• RECORDS SHOWN:
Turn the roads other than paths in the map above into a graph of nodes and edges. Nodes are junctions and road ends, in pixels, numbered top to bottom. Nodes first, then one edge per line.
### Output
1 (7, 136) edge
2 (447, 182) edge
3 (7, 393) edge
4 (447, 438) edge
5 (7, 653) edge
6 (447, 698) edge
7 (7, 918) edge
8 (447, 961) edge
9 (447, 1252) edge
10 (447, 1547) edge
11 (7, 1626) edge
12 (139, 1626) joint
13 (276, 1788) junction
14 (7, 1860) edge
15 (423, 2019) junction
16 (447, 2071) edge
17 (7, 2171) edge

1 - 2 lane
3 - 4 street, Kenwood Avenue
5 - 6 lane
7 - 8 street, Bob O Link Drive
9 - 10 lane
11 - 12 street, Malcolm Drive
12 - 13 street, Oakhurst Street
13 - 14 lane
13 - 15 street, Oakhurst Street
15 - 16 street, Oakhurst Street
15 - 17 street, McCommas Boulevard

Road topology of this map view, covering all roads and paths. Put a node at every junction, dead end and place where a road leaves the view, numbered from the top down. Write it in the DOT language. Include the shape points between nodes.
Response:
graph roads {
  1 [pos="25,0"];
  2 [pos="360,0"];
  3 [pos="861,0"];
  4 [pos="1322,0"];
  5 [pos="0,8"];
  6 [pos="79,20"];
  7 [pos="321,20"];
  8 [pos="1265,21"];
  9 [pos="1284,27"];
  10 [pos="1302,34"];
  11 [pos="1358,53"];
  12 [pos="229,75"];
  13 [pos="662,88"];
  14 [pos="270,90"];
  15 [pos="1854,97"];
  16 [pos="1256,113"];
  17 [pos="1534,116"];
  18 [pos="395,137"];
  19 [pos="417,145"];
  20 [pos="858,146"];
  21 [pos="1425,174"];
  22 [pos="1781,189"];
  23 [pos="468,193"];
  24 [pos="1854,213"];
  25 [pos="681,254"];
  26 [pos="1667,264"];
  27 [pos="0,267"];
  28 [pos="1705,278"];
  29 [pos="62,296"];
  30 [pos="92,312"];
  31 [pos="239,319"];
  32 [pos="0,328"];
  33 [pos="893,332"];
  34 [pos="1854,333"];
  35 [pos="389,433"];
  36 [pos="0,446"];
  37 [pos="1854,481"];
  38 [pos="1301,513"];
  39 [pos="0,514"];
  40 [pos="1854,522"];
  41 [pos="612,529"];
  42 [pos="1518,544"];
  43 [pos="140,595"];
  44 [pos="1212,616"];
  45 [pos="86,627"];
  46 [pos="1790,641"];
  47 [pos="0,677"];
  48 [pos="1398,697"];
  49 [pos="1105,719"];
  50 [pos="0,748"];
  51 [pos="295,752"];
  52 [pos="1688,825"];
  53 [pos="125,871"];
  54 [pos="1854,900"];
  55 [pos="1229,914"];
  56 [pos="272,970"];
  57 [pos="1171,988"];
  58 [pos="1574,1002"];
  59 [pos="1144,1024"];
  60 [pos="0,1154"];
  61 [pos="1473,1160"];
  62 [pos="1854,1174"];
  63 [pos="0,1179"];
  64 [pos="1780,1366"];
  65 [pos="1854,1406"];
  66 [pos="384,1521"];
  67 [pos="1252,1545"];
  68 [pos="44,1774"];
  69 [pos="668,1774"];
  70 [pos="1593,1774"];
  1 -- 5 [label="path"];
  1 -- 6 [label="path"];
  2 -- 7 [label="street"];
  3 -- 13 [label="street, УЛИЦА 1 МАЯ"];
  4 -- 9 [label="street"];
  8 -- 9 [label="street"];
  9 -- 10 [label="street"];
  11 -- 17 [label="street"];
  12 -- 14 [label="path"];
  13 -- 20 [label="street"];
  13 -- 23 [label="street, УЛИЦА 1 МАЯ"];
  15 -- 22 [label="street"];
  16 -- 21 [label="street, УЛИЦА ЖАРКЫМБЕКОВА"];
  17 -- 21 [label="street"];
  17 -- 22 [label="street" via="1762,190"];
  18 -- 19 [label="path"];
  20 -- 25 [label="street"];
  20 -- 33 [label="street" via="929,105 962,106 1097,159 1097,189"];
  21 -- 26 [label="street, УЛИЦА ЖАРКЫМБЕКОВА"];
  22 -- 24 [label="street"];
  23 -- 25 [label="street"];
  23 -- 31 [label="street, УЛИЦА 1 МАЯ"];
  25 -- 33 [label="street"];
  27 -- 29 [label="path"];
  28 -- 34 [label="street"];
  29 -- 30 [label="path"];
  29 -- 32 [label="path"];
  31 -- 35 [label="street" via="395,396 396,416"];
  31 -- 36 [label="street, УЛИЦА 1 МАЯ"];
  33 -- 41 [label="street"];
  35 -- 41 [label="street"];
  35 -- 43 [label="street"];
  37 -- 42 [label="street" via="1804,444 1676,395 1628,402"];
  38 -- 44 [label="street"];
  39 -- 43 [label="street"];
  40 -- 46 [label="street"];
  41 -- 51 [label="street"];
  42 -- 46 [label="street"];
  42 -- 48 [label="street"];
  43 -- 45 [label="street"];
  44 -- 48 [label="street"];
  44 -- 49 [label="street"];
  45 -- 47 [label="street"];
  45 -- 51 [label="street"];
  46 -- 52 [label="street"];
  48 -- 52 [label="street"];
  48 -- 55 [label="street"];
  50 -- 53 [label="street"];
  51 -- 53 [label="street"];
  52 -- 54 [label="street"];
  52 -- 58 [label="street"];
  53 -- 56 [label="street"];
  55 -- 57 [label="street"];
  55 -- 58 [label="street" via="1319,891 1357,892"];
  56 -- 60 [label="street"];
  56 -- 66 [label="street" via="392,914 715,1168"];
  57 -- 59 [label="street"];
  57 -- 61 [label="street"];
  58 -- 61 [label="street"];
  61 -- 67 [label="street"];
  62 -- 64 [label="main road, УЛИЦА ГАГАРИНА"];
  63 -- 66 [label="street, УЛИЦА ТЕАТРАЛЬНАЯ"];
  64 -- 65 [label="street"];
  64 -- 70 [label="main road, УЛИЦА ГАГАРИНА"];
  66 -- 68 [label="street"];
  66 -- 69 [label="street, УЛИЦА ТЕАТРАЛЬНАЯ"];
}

• WORK REQUEST: Transcribe each record exactly. Leave nothing out.

• ANSWER SPACE:
Turn the roads other than paths in the map above into a graph of nodes and edges. Nodes are junctions and road ends, in pixels, numbered top to bottom. Nodes first, then one edge per line.
### Output
1 (7, 136) edge
2 (447, 182) edge
3 (7, 393) edge
4 (447, 438) edge
5 (7, 653) edge
6 (447, 698) edge
7 (7, 918) edge
8 (447, 961) edge
9 (447, 1252) edge
10 (447, 1547) edge
11 (7, 1626) edge
12 (139, 1626) joint
13 (276, 1788) junction
14 (7, 1860) edge
15 (423, 2019) junction
16 (447, 2071) edge
17 (7, 2171) edge

1 - 2 lane
3 - 4 street, Kenwood Avenue
5 - 6 lane
7 - 8 street, Bob O Link Drive
9 - 10 lane
11 - 12 street, Malcolm Drive
12 - 13 street, Oakhurst Street
13 - 14 lane
13 - 15 street, Oakhurst Street
15 - 16 street, Oakhurst Street
15 - 17 street, McCommas Boulevard

Road topology of this map view, covering all roads and paths. Put a node at every junction, dead end and place where a road leaves the view, numbered from the top down. Write it in the DOT language. Include the shape points between nodes.
Response:
graph roads {
  1 [pos="25,0"];
  2 [pos="360,0"];
  3 [pos="861,0"];
  4 [pos="1322,0"];
  5 [pos="0,8"];
  6 [pos="79,20"];
  7 [pos="321,20"];
  8 [pos="1265,21"];
  9 [pos="1284,27"];
  10 [pos="1302,34"];
  11 [pos="1358,53"];
  12 [pos="229,75"];
  13 [pos="662,88"];
  14 [pos="270,90"];
  15 [pos="1854,97"];
  16 [pos="1256,113"];
  17 [pos="1534,116"];
  18 [pos="395,137"];
  19 [pos="417,145"];
  20 [pos="858,146"];
  21 [pos="1425,174"];
  22 [pos="1781,189"];
  23 [pos="468,193"];
  24 [pos="1854,213"];
  25 [pos="681,254"];
  26 [pos="1667,264"];
  27 [pos="0,267"];
  28 [pos="1705,278"];
  29 [pos="62,296"];
  30 [pos="92,312"];
  31 [pos="239,319"];
  32 [pos="0,328"];
  33 [pos="893,332"];
  34 [pos="1854,333"];
  35 [pos="389,433"];
  36 [pos="0,446"];
  37 [pos="1854,481"];
  38 [pos="1301,513"];
  39 [pos="0,514"];
  40 [pos="1854,522"];
  41 [pos="612,529"];
  42 [pos="1518,544"];
  43 [pos="140,595"];
  44 [pos="1212,616"];
  45 [pos="86,627"];
  46 [pos="1790,641"];
  47 [pos="0,677"];
  48 [pos="1398,697"];
  49 [pos="1105,719"];
  50 [pos="0,748"];
  51 [pos="295,752"];
  52 [pos="1688,825"];
  53 [pos="125,871"];
  54 [pos="1854,900"];
  55 [pos="1229,914"];
  56 [pos="272,970"];
  57 [pos="1171,988"];
  58 [pos="1574,1002"];
  59 [pos="1144,1024"];
  60 [pos="0,1154"];
  61 [pos="1473,1160"];
  62 [pos="1854,1174"];
  63 [pos="0,1179"];
  64 [pos="1780,1366"];
  65 [pos="1854,1406"];
  66 [pos="384,1521"];
  67 [pos="1252,1545"];
  68 [pos="44,1774"];
  69 [pos="668,1774"];
  70 [pos="1593,1774"];
  1 -- 5 [label="path"];
  1 -- 6 [label="path"];
  2 -- 7 [label="street"];
  3 -- 13 [label="street, УЛИЦА 1 МАЯ"];
  4 -- 9 [label="street"];
  8 -- 9 [label="street"];
  9 -- 10 [label="street"];
  11 -- 17 [label="street"];
  12 -- 14 [label="path"];
  13 -- 20 [label="street"];
  13 -- 23 [label="street, УЛИЦА 1 МАЯ"];
  15 -- 22 [label="street"];
  16 -- 21 [label="street, УЛИЦА ЖАРКЫМБЕКОВА"];
  17 -- 21 [label="street"];
  17 -- 22 [label="street" via="1762,190"];
  18 -- 19 [label="path"];
  20 -- 25 [label="street"];
  20 -- 33 [label="street" via="929,105 962,106 1097,159 1097,189"];
  21 -- 26 [label="street, УЛИЦА ЖАРКЫМБЕКОВА"];
  22 -- 24 [label="street"];
  23 -- 25 [label="street"];
  23 -- 31 [label="street, УЛИЦА 1 МАЯ"];
  25 -- 33 [label="street"];
  27 -- 29 [label="path"];
  28 -- 34 [label="street"];
  29 -- 30 [label="path"];
  29 -- 32 [label="path"];
  31 -- 35 [label="street" via="395,396 396,416"];
  31 -- 36 [label="street, УЛИЦА 1 МАЯ"];
  33 -- 41 [label="street"];
  35 -- 41 [label="street"];
  35 -- 43 [label="street"];
  37 -- 42 [label="street" via="1804,444 1676,395 1628,402"];
  38 -- 44 [label="street"];
  39 -- 43 [label="street"];
  40 -- 46 [label="street"];
  41 -- 51 [label="street"];
  42 -- 46 [label="street"];
  42 -- 48 [label="street"];
  43 -- 45 [label="street"];
  44 -- 48 [label="street"];
  44 -- 49 [label="street"];
  45 -- 47 [label="street"];
  45 -- 51 [label="street"];
  46 -- 52 [label="street"];
  48 -- 52 [label="street"];
  48 -- 55 [label="street"];
  50 -- 53 [label="street"];
  51 -- 53 [label="street"];
  52 -- 54 [label="street"];
  52 -- 58 [label="street"];
  53 -- 56 [label="street"];
  55 -- 57 [label="street"];
  55 -- 58 [label="street" via="1319,891 1357,892"];
  56 -- 60 [label="street"];
  56 -- 66 [label="street" via="392,914 715,1168"];
  57 -- 59 [label="street"];
  57 -- 61 [label="street"];
  58 -- 61 [label="street"];
  61 -- 67 [label="street"];
  62 -- 64 [label="main road, УЛИЦА ГАГАРИНА"];
  63 -- 66 [label="street, УЛИЦА ТЕАТРАЛЬНАЯ"];
  64 -- 65 [label="street"];
  64 -- 70 [label="main road, УЛИЦА ГАГАРИНА"];
  66 -- 68 [label="street"];
  66 -- 69 [label="street, УЛИЦА ТЕАТРАЛЬНАЯ"];
}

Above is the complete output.